[Collected data entries]

━━━

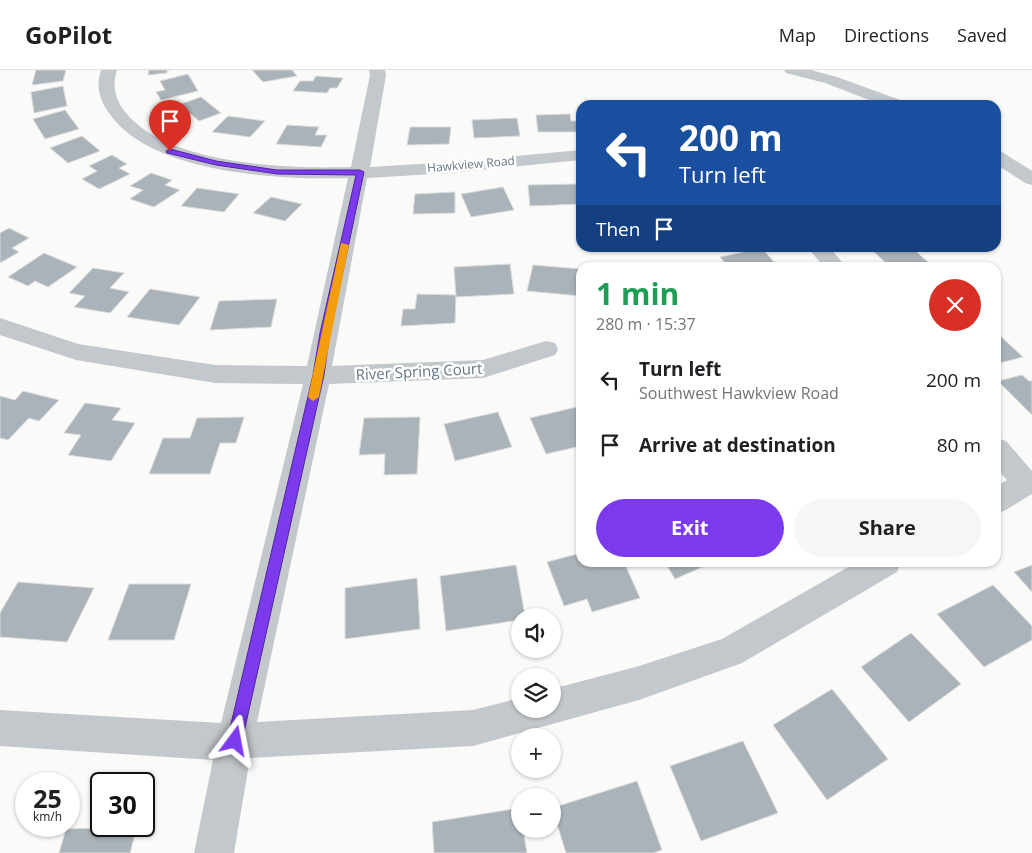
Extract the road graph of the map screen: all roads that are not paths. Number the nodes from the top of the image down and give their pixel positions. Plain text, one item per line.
1 (109, 70) edge
2 (377, 70) edge
3 (792, 70) edge
4 (850, 70) edge
5 (831, 80) junction
6 (884, 100) edge
7 (576, 155) edge
8 (1001, 159) edge
9 (360, 172) junction
10 (1032, 179) edge
11 (822, 252) edge
12 (831, 262) edge
13 (0, 326) edge
14 (546, 349) dead end
15 (318, 375) junction
16 (1001, 454) edge
17 (1029, 482) edge
18 (1001, 499) edge
19 (877, 567) edge
20 (561, 704) edge
21 (511, 718) edge
22 (0, 728) edge
23 (235, 741) junction
24 (214, 853) edge

1 - 9 street, Hawkview Road
2 - 9 street
3 - 5 street
4 - 5 street
5 - 6 street
7 - 9 street, Hawkview Road
8 - 10 street
9 - 15 street
11 - 12 street
13 - 15 street, River Spring Court
14 - 15 street, River Spring Court
15 - 23 street
16 - 17 street
17 - 18 street
19 - 20 street
21 - 23 street
22 - 23 street
23 - 24 street

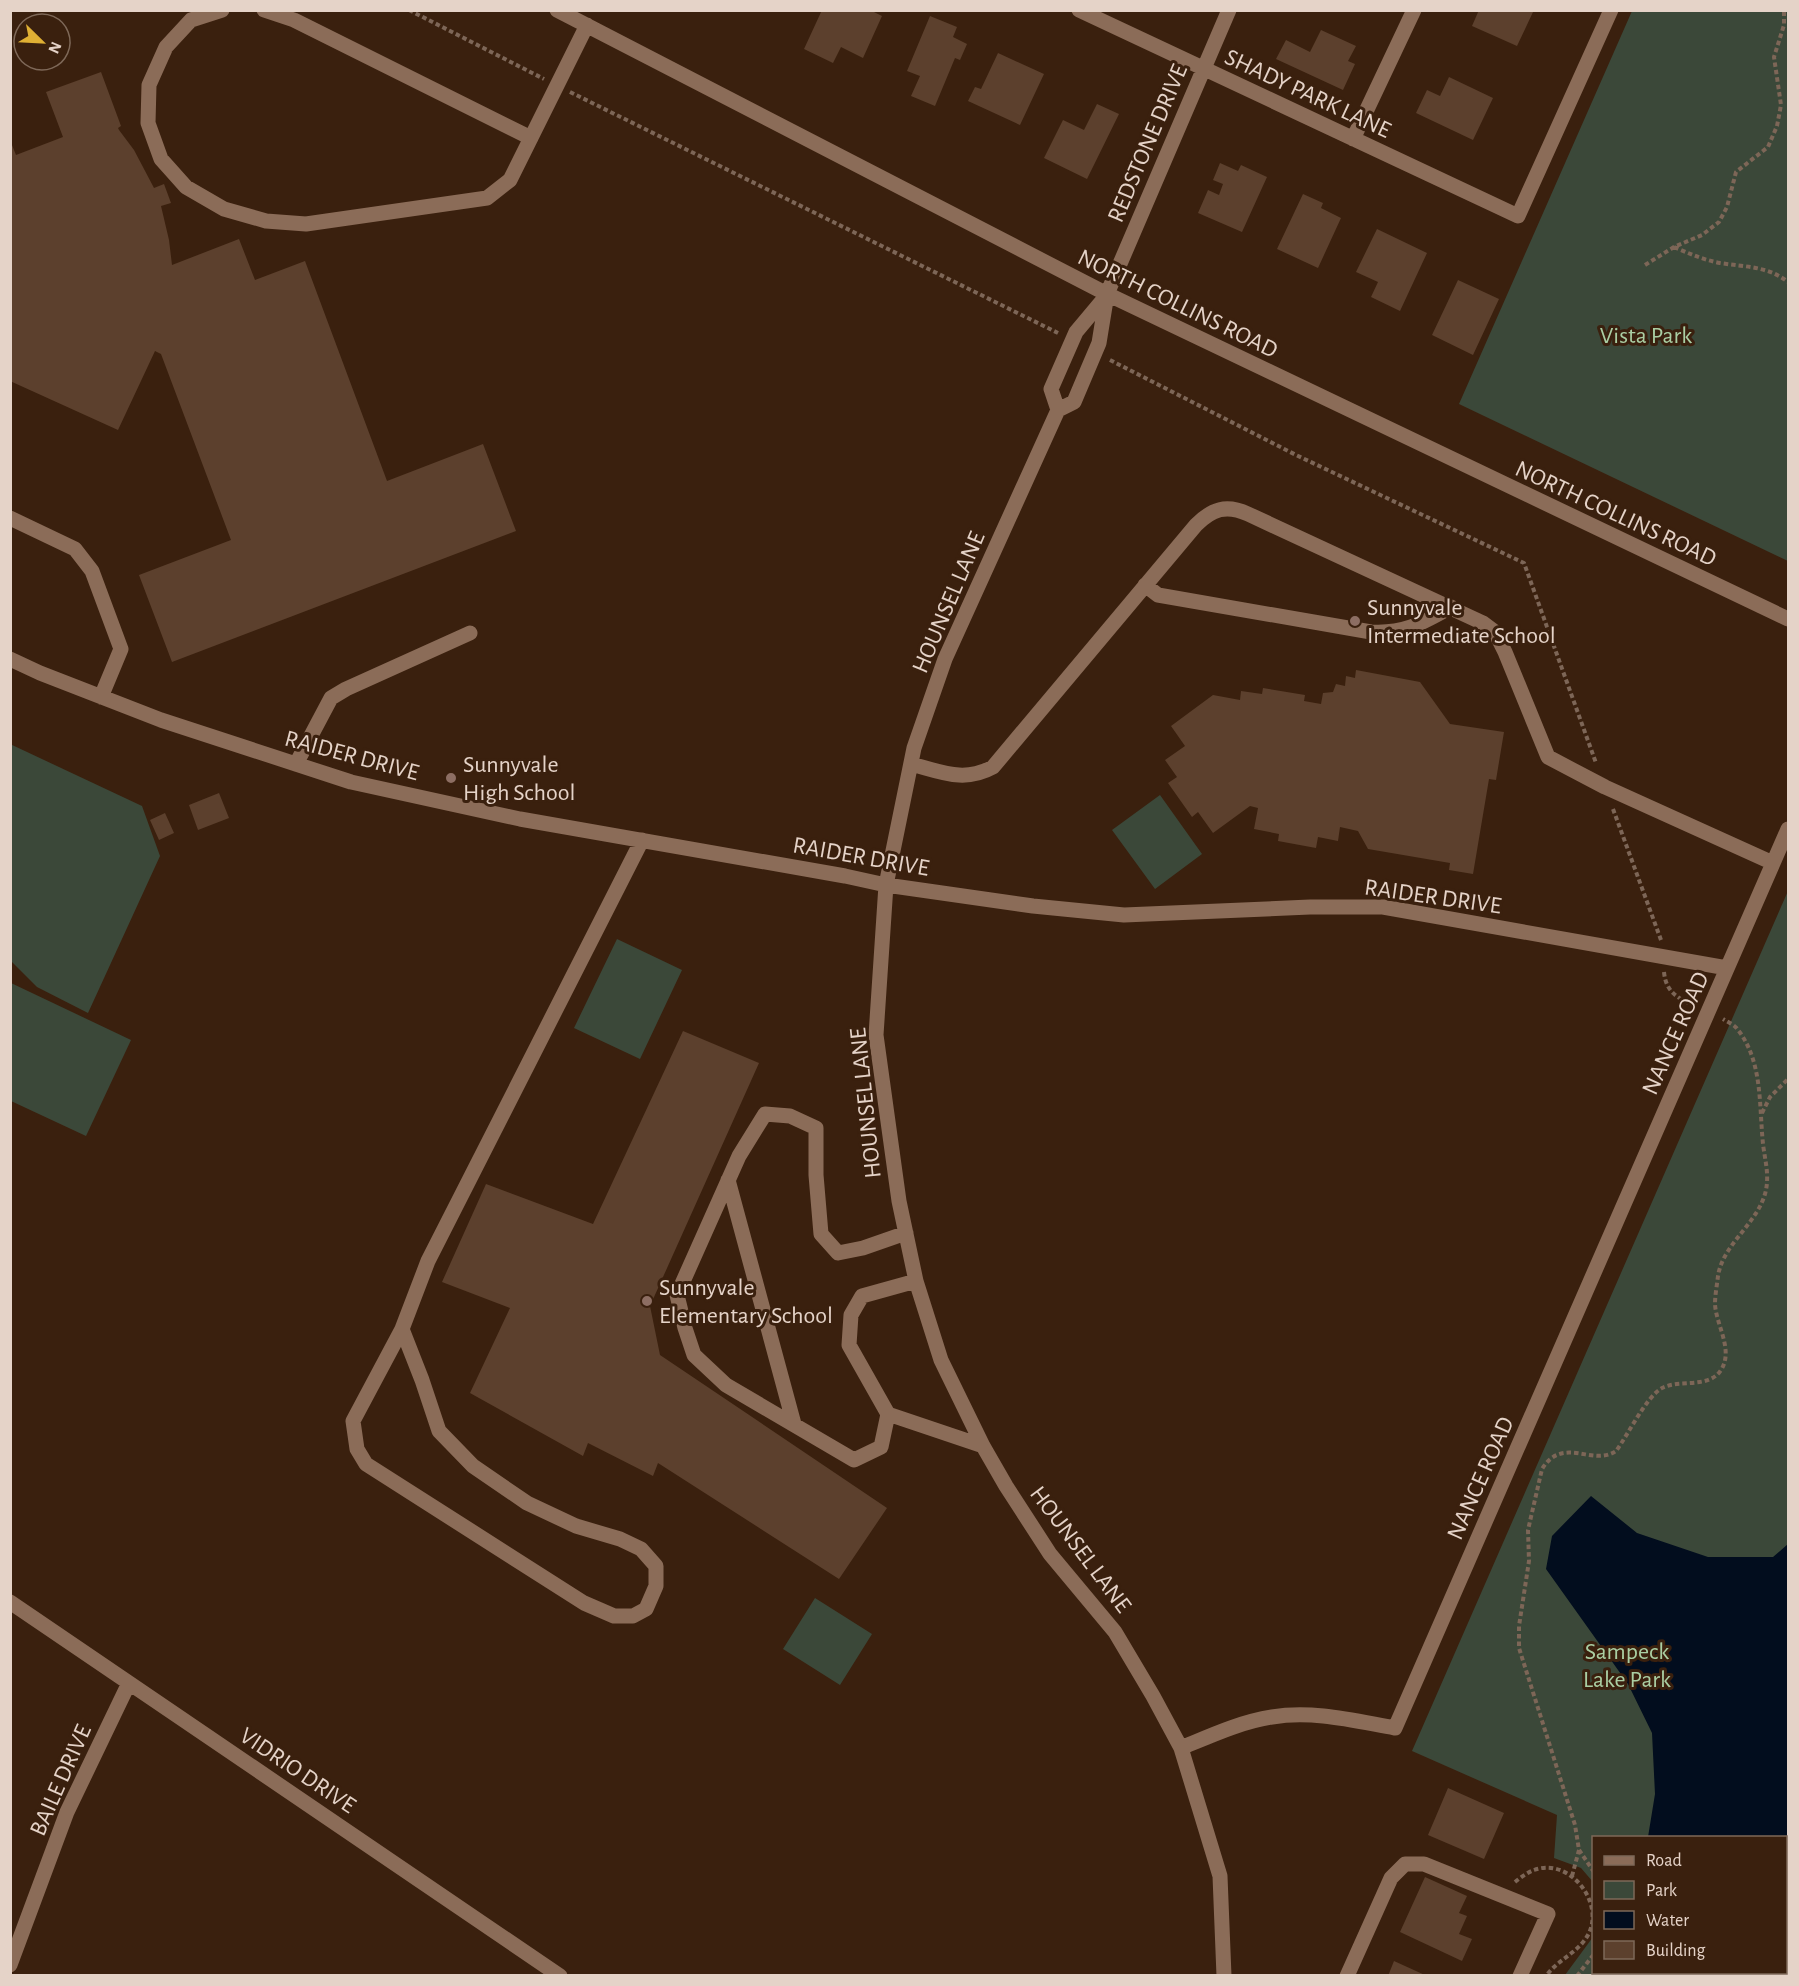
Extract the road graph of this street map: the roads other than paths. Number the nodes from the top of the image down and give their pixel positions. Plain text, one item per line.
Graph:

━━━

▶ **Required action**
Would you please set down the lines from the one with "Extract the road graph of this" to the end of the data above, exactly and without any other lines?

▶ **Result of the exercise**
Extract the road graph of this street map: the roads other than paths. Number the nodes from the top of the image down and give their pixel positions. Plain text, one item per line.
Graph:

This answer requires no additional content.